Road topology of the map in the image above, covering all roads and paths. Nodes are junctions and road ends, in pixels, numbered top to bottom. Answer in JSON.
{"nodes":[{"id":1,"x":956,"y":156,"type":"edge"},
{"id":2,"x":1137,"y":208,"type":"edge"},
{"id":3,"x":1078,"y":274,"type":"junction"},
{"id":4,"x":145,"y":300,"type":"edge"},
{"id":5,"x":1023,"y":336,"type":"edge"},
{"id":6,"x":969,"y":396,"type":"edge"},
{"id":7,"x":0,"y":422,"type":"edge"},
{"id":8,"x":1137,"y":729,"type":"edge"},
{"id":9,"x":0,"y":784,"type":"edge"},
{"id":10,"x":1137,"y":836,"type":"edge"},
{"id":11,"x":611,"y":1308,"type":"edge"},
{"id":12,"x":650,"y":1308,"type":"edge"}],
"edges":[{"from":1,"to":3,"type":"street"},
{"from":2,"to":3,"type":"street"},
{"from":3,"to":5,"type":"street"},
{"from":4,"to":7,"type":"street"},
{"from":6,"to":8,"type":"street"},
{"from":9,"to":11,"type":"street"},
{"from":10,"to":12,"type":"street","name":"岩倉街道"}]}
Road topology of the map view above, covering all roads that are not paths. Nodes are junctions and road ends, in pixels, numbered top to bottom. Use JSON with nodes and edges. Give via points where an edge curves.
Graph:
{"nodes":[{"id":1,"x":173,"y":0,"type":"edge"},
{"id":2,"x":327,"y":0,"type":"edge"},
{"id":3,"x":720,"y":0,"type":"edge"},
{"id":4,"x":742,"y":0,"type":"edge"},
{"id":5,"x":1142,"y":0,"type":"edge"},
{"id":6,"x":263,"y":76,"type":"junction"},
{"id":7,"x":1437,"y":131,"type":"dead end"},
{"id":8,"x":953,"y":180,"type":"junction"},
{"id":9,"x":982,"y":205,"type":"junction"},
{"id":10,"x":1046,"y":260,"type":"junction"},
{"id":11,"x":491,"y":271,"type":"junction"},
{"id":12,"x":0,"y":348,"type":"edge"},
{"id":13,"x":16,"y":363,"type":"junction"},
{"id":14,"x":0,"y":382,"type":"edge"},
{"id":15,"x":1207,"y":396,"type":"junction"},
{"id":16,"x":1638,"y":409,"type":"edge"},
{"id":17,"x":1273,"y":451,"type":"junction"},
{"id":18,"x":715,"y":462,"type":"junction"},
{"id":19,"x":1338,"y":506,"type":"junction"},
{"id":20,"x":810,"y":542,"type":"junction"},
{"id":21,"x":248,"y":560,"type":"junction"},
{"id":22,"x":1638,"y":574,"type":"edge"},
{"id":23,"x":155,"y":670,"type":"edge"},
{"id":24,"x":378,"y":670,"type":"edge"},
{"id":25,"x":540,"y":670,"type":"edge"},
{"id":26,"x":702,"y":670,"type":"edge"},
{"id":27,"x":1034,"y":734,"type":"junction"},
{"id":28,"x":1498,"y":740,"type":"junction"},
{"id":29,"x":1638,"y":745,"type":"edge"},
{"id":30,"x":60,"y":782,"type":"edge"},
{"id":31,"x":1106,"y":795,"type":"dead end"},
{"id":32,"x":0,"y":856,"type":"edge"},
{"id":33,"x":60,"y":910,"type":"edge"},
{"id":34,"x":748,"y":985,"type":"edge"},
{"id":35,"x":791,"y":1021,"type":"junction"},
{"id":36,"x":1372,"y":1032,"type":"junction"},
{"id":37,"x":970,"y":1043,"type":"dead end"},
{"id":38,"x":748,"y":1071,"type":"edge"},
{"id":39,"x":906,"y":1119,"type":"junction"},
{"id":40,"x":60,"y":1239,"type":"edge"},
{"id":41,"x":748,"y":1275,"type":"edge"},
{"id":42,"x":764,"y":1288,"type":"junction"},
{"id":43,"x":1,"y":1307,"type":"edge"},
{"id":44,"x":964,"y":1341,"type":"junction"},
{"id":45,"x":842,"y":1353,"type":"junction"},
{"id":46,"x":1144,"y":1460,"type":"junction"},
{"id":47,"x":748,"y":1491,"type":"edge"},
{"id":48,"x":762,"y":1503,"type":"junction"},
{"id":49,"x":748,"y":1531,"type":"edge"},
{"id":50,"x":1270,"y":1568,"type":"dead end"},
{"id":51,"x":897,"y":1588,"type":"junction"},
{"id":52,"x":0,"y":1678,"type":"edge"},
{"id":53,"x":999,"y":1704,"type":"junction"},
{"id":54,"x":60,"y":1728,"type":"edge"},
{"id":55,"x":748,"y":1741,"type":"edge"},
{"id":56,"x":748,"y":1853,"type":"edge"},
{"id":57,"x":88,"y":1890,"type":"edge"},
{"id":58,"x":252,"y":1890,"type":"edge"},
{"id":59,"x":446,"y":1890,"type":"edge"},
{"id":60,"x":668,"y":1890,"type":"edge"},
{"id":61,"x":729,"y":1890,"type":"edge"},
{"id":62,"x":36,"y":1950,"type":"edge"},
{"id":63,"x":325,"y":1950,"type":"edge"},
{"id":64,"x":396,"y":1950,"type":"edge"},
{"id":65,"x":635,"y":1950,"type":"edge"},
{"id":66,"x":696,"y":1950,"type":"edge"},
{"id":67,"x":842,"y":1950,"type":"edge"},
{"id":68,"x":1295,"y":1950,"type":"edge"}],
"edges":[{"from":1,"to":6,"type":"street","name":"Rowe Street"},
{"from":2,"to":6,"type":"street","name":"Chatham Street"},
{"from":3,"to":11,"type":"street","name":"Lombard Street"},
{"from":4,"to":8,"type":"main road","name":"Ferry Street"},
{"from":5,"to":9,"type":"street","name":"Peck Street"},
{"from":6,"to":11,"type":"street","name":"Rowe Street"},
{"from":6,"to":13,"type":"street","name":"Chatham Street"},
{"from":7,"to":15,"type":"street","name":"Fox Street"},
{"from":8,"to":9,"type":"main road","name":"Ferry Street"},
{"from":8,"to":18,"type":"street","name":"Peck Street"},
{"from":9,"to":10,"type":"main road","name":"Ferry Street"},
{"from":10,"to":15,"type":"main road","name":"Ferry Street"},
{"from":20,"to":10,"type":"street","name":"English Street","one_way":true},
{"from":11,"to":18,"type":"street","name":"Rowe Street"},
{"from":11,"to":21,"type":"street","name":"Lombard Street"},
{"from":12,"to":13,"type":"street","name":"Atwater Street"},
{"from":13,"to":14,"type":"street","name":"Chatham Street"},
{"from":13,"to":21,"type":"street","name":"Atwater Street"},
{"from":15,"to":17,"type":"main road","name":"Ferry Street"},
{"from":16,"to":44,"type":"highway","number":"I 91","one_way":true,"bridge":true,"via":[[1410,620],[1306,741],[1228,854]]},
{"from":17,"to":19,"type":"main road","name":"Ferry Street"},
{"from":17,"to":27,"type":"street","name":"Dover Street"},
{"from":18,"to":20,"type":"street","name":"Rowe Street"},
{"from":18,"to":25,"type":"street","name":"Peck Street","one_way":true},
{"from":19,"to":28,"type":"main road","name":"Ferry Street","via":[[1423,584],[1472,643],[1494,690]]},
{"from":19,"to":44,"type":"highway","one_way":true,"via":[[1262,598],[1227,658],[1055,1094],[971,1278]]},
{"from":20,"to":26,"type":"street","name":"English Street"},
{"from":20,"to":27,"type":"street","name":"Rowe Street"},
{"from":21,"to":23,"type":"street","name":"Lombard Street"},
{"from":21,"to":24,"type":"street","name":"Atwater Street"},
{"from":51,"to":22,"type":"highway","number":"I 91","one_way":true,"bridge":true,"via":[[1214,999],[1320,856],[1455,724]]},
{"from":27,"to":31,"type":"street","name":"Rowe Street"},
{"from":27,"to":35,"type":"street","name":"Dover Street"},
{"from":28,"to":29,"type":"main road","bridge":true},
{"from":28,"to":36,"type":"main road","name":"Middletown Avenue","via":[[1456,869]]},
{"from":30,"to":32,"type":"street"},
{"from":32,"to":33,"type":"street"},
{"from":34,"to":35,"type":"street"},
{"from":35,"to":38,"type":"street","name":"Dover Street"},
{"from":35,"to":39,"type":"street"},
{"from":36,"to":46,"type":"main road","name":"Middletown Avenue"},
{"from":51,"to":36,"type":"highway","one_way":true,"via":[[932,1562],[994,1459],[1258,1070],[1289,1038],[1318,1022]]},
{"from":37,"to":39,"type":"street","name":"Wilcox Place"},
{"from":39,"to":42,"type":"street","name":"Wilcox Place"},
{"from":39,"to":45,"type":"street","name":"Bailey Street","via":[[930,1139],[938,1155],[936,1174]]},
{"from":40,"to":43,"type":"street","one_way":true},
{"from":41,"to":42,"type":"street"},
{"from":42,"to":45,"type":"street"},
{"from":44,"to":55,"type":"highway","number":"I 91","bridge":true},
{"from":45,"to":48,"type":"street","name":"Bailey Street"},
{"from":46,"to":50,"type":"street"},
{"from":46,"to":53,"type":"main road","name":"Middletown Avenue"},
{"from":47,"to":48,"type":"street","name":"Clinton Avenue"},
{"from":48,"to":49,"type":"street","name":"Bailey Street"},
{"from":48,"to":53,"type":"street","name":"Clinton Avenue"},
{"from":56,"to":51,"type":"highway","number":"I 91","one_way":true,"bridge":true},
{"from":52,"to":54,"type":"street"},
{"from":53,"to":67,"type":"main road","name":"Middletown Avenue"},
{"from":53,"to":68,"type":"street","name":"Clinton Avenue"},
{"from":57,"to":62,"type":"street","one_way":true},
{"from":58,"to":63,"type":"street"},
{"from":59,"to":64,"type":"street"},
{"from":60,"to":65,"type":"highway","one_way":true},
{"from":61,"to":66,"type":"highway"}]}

--------------------

*EXERCISE REQUIREMENTS*
The first line of the entries, the line with "Road topology of the map view", and every line between them should be retyped exactly, and nothing else.

*SOLUTION*
Road topology of the map in the image above, covering all roads and paths. Nodes are junctions and road ends, in pixels, numbered top to bottom. Answer in JSON.
{"nodes":[{"id":1,"x":956,"y":156,"type":"edge"},
{"id":2,"x":1137,"y":208,"type":"edge"},
{"id":3,"x":1078,"y":274,"type":"junction"},
{"id":4,"x":145,"y":300,"type":"edge"},
{"id":5,"x":1023,"y":336,"type":"edge"},
{"id":6,"x":969,"y":396,"type":"edge"},
{"id":7,"x":0,"y":422,"type":"edge"},
{"id":8,"x":1137,"y":729,"type":"edge"},
{"id":9,"x":0,"y":784,"type":"edge"},
{"id":10,"x":1137,"y":836,"type":"edge"},
{"id":11,"x":611,"y":1308,"type":"edge"},
{"id":12,"x":650,"y":1308,"type":"edge"}],
"edges":[{"from":1,"to":3,"type":"street"},
{"from":2,"to":3,"type":"street"},
{"from":3,"to":5,"type":"street"},
{"from":4,"to":7,"type":"street"},
{"from":6,"to":8,"type":"street"},
{"from":9,"to":11,"type":"street"},
{"from":10,"to":12,"type":"street","name":"岩倉街道"}]}
Road topology of the map view above, covering all roads that are not paths. Nodes are junctions and road ends, in pixels, numbered top to bottom. Use JSON with nodes and edges. Give via points where an edge curves.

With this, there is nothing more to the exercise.